◆ WORK REQUIRED:
One figure is the whole answer: the number of lines below that contain the word "nodes".

◆ DATA SUPPLIED:
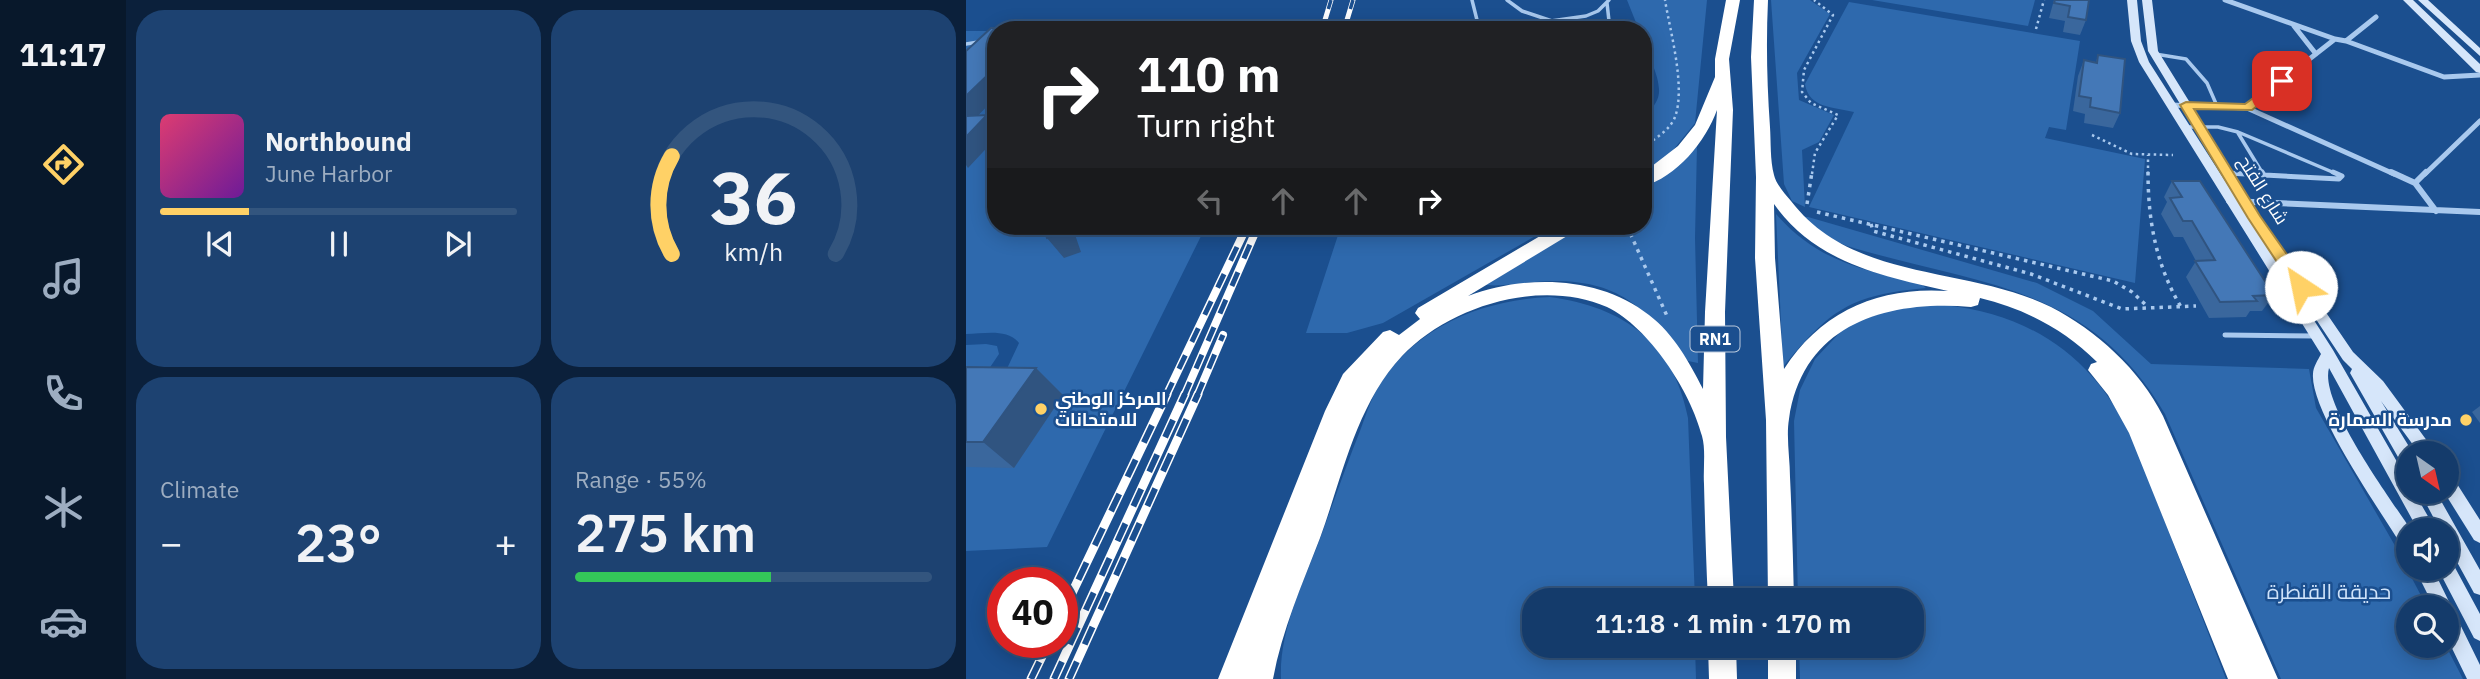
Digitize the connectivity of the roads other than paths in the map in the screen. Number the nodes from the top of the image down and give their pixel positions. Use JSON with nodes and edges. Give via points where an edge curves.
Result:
{"nodes":[{"id":1,"x":1472,"y":0,"type":"edge"},
{"id":2,"x":1507,"y":0,"type":"edge"},
{"id":3,"x":1725,"y":0,"type":"edge"},
{"id":4,"x":1733,"y":0,"type":"edge"},
{"id":5,"x":1761,"y":0,"type":"edge"},
{"id":6,"x":2132,"y":0,"type":"edge"},
{"id":7,"x":2147,"y":0,"type":"edge"},
{"id":8,"x":2225,"y":0,"type":"edge"},
{"id":9,"x":2408,"y":0,"type":"edge"},
{"id":10,"x":2423,"y":0,"type":"edge"},
{"id":11,"x":1608,"y":2,"type":"edge"},
{"id":12,"x":2376,"y":17,"type":"dead end"},
{"id":13,"x":1730,"y":20,"type":"junction"},
{"id":14,"x":1478,"y":21,"type":"edge"},
{"id":15,"x":1552,"y":21,"type":"edge"},
{"id":16,"x":1560,"y":21,"type":"edge"},
{"id":17,"x":1609,"y":21,"type":"edge"},
{"id":18,"x":2134,"y":22,"type":"junction"},
{"id":19,"x":2150,"y":24,"type":"junction"},
{"id":20,"x":2294,"y":25,"type":"junction"},
{"id":21,"x":2335,"y":39,"type":"junction"},
{"id":22,"x":987,"y":40,"type":"edge"},
{"id":23,"x":2346,"y":41,"type":"junction"},
{"id":24,"x":966,"y":44,"type":"edge"},
{"id":25,"x":2155,"y":54,"type":"junction"},
{"id":26,"x":2316,"y":54,"type":"junction"},
{"id":27,"x":2480,"y":54,"type":"edge"},
{"id":28,"x":2480,"y":72,"type":"edge"},
{"id":29,"x":1722,"y":78,"type":"junction"},
{"id":30,"x":2171,"y":105,"type":"junction"},
{"id":31,"x":2186,"y":105,"type":"junction"},
{"id":32,"x":2217,"y":106,"type":"junction"},
{"id":33,"x":2247,"y":108,"type":"junction"},
{"id":34,"x":2480,"y":121,"type":"edge"},
{"id":35,"x":2184,"y":127,"type":"junction"},
{"id":36,"x":2200,"y":127,"type":"junction"},
{"id":37,"x":2238,"y":132,"type":"junction"},
{"id":38,"x":2227,"y":173,"type":"junction"},
{"id":39,"x":1652,"y":175,"type":"edge"},
{"id":40,"x":2264,"y":175,"type":"junction"},
{"id":41,"x":1765,"y":177,"type":"junction"},
{"id":42,"x":2415,"y":183,"type":"junction"},
{"id":43,"x":2229,"y":201,"type":"junction"},
{"id":44,"x":2245,"y":202,"type":"junction"},
{"id":45,"x":2436,"y":211,"type":"junction"},
{"id":46,"x":2480,"y":212,"type":"edge"},
{"id":47,"x":1554,"y":235,"type":"edge"},
{"id":48,"x":2225,"y":335,"type":"dead end"},
{"id":49,"x":2316,"y":336,"type":"junction"},
{"id":50,"x":2328,"y":354,"type":"junction"},
{"id":51,"x":2348,"y":356,"type":"junction"},
{"id":52,"x":1777,"y":420,"type":"junction"},
{"id":53,"x":1714,"y":437,"type":"junction"},
{"id":54,"x":2398,"y":441,"type":"edge"},
{"id":55,"x":2419,"y":441,"type":"edge"},
{"id":56,"x":2459,"y":502,"type":"edge"},
{"id":57,"x":2435,"y":504,"type":"edge"},
{"id":58,"x":2420,"y":518,"type":"edge"},
{"id":59,"x":2396,"y":521,"type":"edge"},
{"id":60,"x":2480,"y":536,"type":"edge"},
{"id":61,"x":2453,"y":581,"type":"edge"},
{"id":62,"x":2480,"y":587,"type":"edge"},
{"id":63,"x":1720,"y":588,"type":"edge"},
{"id":64,"x":1781,"y":588,"type":"edge"},
{"id":65,"x":2480,"y":632,"type":"edge"},
{"id":66,"x":2459,"y":642,"type":"edge"},
{"id":67,"x":1722,"y":658,"type":"edge"},
{"id":68,"x":1782,"y":658,"type":"edge"},
{"id":69,"x":1231,"y":679,"type":"edge"},
{"id":70,"x":1259,"y":679,"type":"edge"},
{"id":71,"x":1723,"y":679,"type":"edge"},
{"id":72,"x":1782,"y":679,"type":"edge"},
{"id":73,"x":2242,"y":679,"type":"edge"},
{"id":74,"x":2264,"y":679,"type":"edge"},
{"id":75,"x":2477,"y":679,"type":"edge"}],
"edges":[{"from":1,"to":14,"type":"lane"},
{"from":2,"to":15,"type":"lane"},
{"from":3,"to":13,"type":"highway","number":"RN1"},
{"from":4,"to":13,"type":"highway","number":"RN1"},
{"from":5,"to":41,"type":"highway","via":[[1758,57]]},
{"from":6,"to":18,"type":"street","name":"شارع الفتح"},
{"from":7,"to":19,"type":"street","name":"شارع الفتح"},
{"from":8,"to":20,"type":"street"},
{"from":9,"to":28,"type":"street"},
{"from":10,"to":27,"type":"street"},
{"from":11,"to":16,"type":"lane","via":[[1586,16]]},
{"from":11,"to":17,"type":"lane"},
{"from":12,"to":23,"type":"street"},
{"from":13,"to":29,"type":"highway","number":"RN1"},
{"from":18,"to":19,"type":"street"},
{"from":18,"to":30,"type":"street","name":"شارع الفتح","via":[[2140,55]]},
{"from":19,"to":25,"type":"street","name":"شارع الفتح"},
{"from":20,"to":21,"type":"street"},
{"from":20,"to":26,"type":"street"},
{"from":21,"to":23,"type":"street"},
{"from":21,"to":26,"type":"street"},
{"from":22,"to":24,"type":"lane"},
{"from":23,"to":28,"type":"street","via":[[2444,77]]},
{"from":25,"to":31,"type":"street","name":"شارع الفتح"},
{"from":25,"to":32,"type":"lane","via":[[2186,59],[2207,83]]},
{"from":26,"to":33,"type":"street"},
{"from":29,"to":39,"type":"highway","via":[[1693,141]]},
{"from":29,"to":53,"type":"highway","number":"RN1"},
{"from":30,"to":31,"type":"street"},
{"from":30,"to":35,"type":"street","name":"شارع الفتح"},
{"from":31,"to":32,"type":"street"},
{"from":31,"to":36,"type":"street","name":"شارع الفتح"},
{"from":32,"to":33,"type":"street"},
{"from":33,"to":42,"type":"street"},
{"from":34,"to":42,"type":"street"},
{"from":35,"to":36,"type":"lane"},
{"from":35,"to":43,"type":"street","name":"شارع الفتح"},
{"from":36,"to":37,"type":"lane"},
{"from":36,"to":38,"type":"street","name":"شارع الفتح"},
{"from":37,"to":40,"type":"lane"},
{"from":37,"to":40,"type":"lane","via":[[2342,176]]},
{"from":38,"to":40,"type":"lane"},
{"from":38,"to":44,"type":"street","name":"شارع الفتح"},
{"from":41,"to":52,"type":"highway","via":[[1765,258]]},
{"from":41,"to":74,"type":"highway","via":[[1794,218],[1837,252],[2023,303],[2071,329],[2114,366],[2152,416]]},
{"from":42,"to":45,"type":"street"},
{"from":43,"to":44,"type":"street"},
{"from":43,"to":49,"type":"street","name":"شارع الفتح"},
{"from":44,"to":45,"type":"street"},
{"from":44,"to":51,"type":"street","name":"شارع الفتح"},
{"from":45,"to":46,"type":"street"},
{"from":47,"to":69,"type":"highway","via":[[1449,296],[1391,337],[1351,380]]},
{"from":48,"to":49,"type":"lane"},
{"from":49,"to":50,"type":"street","name":"شارع الفتح"},
{"from":50,"to":58,"type":"street","name":"شارع الفتح"},
{"from":50,"to":59,"type":"street","via":[[2319,376],[2323,394]]},
{"from":51,"to":54,"type":"street"},
{"from":51,"to":55,"type":"street","name":"شارع الفتح","via":[[2378,385]]},
{"from":52,"to":64,"type":"highway"},
{"from":52,"to":73,"type":"highway","via":[[1798,363],[1830,327],[1867,307],[1923,296],[1951,297],[1999,307],[2047,327],[2086,357],[2125,404],[2159,474]]},
{"from":53,"to":63,"type":"highway","number":"RN1"},
{"from":53,"to":70,"type":"highway","via":[[1669,351],[1627,309],[1606,299],[1559,290],[1526,290],[1466,304],[1418,332],[1376,374],[1347,432],[1271,629]]},
{"from":56,"to":60,"type":"street"},
{"from":57,"to":62,"type":"street"},
{"from":61,"to":65,"type":"street"},
{"from":66,"to":75,"type":"street"},
{"from":67,"to":71,"type":"highway"},
{"from":68,"to":72,"type":"highway"}]}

◆ RESPONSE TO THIS EXERCISE:
2